Work required: Return each line in the records below that includes "dead".

|---|

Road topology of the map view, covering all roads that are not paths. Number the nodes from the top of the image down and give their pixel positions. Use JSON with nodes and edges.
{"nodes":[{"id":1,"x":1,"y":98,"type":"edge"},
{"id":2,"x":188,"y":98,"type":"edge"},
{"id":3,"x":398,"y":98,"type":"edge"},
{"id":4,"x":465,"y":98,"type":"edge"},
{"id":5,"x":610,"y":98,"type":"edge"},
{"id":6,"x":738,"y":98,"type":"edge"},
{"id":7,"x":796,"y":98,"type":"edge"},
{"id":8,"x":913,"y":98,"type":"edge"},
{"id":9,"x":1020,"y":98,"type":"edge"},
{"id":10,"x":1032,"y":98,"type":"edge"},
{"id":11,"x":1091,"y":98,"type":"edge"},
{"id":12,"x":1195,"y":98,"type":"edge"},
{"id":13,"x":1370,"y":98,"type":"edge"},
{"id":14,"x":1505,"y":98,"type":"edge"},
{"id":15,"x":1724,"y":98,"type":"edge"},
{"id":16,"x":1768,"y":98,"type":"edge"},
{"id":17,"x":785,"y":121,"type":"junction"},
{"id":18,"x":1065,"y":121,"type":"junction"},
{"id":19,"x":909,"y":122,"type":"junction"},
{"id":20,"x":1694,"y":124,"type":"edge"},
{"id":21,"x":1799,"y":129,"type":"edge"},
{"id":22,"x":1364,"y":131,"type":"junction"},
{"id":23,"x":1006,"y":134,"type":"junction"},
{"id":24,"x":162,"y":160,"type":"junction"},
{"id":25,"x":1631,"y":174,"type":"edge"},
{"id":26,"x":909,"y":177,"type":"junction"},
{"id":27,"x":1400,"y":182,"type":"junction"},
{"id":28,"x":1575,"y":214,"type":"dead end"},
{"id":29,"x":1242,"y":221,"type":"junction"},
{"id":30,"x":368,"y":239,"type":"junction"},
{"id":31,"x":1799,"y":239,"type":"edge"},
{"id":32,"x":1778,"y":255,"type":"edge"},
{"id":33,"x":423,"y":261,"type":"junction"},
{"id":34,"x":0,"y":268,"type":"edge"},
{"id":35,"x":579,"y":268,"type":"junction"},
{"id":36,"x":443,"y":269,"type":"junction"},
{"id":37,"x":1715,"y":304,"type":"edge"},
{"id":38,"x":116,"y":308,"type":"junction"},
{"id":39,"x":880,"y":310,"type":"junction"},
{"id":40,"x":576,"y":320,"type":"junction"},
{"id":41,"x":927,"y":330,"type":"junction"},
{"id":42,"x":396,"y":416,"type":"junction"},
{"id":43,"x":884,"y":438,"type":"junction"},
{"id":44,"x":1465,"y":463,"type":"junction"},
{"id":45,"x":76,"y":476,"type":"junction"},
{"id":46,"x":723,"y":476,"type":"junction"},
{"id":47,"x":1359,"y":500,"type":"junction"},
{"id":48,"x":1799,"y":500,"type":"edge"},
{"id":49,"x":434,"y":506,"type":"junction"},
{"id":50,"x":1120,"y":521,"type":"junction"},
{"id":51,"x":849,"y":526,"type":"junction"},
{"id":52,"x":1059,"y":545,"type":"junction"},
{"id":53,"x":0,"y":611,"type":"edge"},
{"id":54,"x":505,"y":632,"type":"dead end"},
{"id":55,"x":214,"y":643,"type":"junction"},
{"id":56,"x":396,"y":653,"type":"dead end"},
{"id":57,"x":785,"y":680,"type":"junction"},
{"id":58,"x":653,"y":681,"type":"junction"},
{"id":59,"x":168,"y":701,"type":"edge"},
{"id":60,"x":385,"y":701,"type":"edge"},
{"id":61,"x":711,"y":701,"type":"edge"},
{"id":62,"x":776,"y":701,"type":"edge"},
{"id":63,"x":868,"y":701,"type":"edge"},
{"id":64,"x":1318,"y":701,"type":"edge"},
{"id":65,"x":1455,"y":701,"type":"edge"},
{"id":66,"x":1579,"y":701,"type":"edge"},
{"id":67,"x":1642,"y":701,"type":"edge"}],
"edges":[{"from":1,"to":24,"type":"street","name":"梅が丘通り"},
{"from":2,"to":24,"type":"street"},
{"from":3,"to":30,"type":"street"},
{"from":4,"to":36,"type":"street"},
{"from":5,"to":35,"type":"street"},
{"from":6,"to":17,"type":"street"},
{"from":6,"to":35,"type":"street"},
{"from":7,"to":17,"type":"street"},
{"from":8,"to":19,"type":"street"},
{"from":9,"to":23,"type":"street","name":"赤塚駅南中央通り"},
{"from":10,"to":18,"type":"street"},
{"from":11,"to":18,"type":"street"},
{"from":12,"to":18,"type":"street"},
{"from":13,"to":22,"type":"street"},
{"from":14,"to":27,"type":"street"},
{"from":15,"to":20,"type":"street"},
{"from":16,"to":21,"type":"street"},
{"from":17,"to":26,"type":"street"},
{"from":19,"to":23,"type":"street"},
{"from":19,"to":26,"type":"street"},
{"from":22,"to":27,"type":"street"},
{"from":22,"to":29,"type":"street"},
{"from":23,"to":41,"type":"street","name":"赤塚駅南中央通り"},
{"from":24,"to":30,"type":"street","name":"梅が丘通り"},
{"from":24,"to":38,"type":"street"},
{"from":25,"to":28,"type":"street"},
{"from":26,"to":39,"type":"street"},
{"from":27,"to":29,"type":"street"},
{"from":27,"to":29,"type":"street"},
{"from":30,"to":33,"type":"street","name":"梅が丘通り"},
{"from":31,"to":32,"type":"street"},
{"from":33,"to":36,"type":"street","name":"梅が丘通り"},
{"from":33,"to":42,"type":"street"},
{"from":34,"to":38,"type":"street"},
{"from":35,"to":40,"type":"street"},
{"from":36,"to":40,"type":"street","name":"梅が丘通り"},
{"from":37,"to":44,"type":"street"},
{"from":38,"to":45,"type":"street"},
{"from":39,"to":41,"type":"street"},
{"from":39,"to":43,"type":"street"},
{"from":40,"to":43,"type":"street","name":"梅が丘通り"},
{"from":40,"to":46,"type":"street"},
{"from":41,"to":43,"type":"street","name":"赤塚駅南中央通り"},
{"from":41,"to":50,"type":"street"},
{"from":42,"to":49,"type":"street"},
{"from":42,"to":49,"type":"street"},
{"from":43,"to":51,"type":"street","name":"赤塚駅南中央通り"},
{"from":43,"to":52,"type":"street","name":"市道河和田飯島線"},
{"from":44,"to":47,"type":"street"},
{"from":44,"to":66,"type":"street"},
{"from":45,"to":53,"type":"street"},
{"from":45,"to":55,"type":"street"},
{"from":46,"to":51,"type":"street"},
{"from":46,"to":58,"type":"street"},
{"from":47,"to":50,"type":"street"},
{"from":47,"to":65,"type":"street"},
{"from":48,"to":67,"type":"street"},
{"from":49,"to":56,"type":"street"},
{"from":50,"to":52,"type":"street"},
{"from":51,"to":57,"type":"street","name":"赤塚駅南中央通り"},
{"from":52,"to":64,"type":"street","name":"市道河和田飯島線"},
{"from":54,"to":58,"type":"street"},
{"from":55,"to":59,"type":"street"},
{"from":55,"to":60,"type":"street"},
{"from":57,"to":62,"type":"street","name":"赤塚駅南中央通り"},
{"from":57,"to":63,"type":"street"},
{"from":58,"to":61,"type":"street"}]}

|---|

Result below:
{"id":28,"x":1575,"y":214,"type":"dead end"},
{"id":54,"x":505,"y":632,"type":"dead end"},
{"id":56,"x":396,"y":653,"type":"dead end"},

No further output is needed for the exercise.